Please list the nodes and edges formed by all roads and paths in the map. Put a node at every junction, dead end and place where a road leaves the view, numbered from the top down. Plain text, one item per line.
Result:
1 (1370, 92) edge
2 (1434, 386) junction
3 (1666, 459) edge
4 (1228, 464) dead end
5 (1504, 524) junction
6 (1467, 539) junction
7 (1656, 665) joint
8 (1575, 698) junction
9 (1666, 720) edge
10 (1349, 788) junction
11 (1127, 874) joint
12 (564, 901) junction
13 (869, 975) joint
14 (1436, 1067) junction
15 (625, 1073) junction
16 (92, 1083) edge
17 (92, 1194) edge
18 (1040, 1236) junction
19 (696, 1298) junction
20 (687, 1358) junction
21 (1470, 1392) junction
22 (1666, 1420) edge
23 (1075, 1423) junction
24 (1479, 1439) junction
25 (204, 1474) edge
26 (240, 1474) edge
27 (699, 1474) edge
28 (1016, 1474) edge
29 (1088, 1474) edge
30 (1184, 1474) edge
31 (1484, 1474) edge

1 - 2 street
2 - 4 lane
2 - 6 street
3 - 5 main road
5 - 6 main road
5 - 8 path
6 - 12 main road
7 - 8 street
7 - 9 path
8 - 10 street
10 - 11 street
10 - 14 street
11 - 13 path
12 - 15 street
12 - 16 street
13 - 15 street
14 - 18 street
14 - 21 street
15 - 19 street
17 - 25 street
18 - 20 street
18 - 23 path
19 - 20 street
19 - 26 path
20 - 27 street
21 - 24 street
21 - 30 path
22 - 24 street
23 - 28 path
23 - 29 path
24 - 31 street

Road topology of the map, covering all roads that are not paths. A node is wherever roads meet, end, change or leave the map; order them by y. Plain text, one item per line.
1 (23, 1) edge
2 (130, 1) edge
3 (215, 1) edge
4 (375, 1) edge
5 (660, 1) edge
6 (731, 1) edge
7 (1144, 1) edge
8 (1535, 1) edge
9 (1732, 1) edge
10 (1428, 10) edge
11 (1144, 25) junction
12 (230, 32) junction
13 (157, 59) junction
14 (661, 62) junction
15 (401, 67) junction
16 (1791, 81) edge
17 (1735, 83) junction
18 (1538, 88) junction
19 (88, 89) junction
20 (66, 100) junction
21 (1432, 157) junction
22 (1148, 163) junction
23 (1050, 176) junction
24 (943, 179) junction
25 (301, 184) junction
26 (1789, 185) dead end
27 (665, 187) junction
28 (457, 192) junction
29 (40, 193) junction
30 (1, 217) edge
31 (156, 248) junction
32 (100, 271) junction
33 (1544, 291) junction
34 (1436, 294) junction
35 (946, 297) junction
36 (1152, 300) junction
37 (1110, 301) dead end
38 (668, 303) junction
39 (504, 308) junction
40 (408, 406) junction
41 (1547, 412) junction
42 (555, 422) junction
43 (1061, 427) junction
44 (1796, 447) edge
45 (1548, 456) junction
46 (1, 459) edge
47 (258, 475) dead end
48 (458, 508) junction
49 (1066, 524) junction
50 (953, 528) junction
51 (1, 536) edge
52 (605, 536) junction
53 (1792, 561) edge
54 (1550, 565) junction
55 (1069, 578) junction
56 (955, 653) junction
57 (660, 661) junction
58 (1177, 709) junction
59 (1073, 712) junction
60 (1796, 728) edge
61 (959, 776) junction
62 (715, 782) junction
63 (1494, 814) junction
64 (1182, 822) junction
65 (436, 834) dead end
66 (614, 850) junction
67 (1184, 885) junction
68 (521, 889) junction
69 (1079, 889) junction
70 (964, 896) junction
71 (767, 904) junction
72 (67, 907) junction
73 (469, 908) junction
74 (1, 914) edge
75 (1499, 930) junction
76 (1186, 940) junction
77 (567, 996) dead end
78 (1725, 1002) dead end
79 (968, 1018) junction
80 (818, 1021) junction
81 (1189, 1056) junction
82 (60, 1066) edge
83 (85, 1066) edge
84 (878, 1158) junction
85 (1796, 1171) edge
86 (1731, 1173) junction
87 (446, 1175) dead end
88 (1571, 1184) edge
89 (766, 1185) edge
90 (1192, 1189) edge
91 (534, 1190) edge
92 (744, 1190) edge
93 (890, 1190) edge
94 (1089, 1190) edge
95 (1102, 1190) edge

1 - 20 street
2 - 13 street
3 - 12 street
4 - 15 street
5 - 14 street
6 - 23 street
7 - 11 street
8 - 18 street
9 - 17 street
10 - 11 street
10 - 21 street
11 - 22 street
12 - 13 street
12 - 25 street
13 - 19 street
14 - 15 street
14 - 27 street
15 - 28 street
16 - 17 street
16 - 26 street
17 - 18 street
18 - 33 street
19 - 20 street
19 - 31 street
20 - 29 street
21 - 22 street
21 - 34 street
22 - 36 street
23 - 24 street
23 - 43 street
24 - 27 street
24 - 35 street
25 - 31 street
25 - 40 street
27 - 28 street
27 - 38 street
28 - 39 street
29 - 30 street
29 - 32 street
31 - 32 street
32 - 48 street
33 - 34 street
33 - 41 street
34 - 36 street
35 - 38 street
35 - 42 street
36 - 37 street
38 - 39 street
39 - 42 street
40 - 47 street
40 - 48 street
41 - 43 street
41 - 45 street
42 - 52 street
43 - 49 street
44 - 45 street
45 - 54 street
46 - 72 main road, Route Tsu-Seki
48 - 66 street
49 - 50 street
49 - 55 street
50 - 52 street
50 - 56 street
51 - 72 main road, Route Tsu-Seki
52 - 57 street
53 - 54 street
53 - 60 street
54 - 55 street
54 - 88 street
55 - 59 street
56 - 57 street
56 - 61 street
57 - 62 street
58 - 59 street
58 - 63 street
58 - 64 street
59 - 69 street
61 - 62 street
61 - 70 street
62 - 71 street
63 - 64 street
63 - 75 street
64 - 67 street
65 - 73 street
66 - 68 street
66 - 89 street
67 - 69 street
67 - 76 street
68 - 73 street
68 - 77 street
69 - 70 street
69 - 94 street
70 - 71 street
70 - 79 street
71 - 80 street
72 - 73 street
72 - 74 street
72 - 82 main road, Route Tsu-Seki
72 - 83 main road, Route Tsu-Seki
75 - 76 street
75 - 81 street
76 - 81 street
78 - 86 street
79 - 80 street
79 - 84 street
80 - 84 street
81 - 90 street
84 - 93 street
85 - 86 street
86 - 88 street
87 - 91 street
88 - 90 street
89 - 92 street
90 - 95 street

TASK STATEMENT:
Copy each line above holding "node".

WRITTEN RESPONSE:
Please list the nodes and edges formed by all roads and paths in the map. Put a node at every junction, dead end and place where a road leaves the view, numbered from the top down. Plain text, one item per line.
Road topology of the map, covering all roads that are not paths. A node is wherever roads meet, end, change or leave the map; order them by y. Plain text, one item per line.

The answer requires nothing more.